What is the solution to this hurdle?. When using fetch plans, one should not only think about what does he/she want to select within an entity but also about the fields that will be used for filtering, ordering etc..
So after adding the “age” field to the “MyFecthGroup” fetch group, our fetch plan works as expected and reduces the load of the database server for a significant rate.
For greater maintainability of your code you could even use a pattern where you have a “SelectFetchGroup” ,“FilterFetchGroup” and “OrderFetchGroup” which will be applied on the fields that could be used for the appropriate operations.

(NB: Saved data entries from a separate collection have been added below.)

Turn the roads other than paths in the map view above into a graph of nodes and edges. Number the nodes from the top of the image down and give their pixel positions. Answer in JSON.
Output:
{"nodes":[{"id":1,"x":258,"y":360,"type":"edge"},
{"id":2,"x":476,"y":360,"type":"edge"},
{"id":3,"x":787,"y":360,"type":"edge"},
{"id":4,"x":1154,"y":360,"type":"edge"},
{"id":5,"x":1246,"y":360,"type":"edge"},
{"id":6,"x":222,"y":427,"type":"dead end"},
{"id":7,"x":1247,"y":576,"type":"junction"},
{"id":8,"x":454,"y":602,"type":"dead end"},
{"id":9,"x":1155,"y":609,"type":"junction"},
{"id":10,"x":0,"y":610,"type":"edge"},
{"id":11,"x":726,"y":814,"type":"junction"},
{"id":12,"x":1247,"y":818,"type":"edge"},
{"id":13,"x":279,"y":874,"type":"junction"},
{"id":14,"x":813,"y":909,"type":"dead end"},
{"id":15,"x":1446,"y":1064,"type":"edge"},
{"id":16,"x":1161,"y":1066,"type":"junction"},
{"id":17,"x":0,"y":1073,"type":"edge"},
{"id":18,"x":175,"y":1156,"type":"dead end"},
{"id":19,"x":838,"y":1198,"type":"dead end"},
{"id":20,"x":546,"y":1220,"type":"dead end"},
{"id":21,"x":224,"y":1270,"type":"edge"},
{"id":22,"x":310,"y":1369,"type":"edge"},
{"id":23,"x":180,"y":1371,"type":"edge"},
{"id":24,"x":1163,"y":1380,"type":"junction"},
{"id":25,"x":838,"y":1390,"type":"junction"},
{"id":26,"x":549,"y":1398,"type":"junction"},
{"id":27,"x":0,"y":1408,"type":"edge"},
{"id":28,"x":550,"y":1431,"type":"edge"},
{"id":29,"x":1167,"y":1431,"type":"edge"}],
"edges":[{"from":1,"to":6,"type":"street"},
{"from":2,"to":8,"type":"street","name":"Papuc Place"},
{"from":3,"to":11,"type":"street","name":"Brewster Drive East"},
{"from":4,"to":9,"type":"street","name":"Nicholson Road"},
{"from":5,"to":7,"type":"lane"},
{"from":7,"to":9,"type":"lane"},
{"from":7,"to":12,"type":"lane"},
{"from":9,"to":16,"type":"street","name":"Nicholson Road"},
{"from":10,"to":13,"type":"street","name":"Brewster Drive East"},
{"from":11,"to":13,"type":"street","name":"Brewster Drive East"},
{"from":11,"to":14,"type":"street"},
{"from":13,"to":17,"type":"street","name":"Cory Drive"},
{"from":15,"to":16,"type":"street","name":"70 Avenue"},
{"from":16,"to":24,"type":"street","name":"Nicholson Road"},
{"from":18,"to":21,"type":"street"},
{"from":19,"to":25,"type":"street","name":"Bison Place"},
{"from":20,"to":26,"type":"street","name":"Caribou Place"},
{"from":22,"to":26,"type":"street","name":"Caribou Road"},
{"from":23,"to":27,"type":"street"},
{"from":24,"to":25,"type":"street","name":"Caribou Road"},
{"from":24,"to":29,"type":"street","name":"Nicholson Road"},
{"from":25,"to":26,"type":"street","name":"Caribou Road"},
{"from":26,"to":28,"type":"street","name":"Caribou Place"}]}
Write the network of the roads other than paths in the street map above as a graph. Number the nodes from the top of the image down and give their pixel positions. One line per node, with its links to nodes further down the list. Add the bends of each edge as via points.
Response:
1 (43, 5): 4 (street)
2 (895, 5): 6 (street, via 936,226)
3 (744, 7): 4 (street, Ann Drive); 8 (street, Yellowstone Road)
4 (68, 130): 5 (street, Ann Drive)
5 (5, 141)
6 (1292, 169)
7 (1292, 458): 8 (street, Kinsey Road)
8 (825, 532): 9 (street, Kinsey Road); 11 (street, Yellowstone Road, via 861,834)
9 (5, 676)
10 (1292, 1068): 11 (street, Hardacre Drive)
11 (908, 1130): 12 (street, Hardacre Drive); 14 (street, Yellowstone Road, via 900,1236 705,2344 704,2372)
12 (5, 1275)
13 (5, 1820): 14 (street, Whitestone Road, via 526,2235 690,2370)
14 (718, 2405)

That way you could add the necessary fetch groups to your fetch plan before executing different kinds of queries.

    [Telerik.OpenAccess.Persistent()]
   
public class Person
   
{
       
[FetchField("SelectFetchGroup")]
       
private Guid id;

       
[FetchField("WhereFetchGroup")]
       
[FetchField("OrderFetchGroup")]
       
private int age;
        
       
private string firstName;
        
       
[FetchField("SelectFetchGroup")]
       
private string lastName;
        
       
[FetchField("SelectFetchGroup")]
       
private string SSN;
        
       
private Address address;
       
...
   
}

Here is an example of a query selecting the same data that we intended to select in the above sample but in this case we want to select only the persons younger than 50:

 

                scope.FetchPlan.Clear();
               
scope.FetchPlan.Add("SelectFetchGroup");
               
scope.FetchPlan.Add("WhereFetchGroup");
               
var persons = from p in scope.Extent<Person>()
                                    
where p.Age < 50
                                    
select p;

It is more than obvious that some of you are aware of how things work with the fetch plans.We know that we should provide more information regarding this excellent feature of Telerik OpenAccess ORM  so stay tuned.
For all the others that are new to OpenAccess or have not yet used the combination of LINQ and Fetch Plans for data querying, we hope we have saved some hours of debugging, profiling and tracing queries on your side.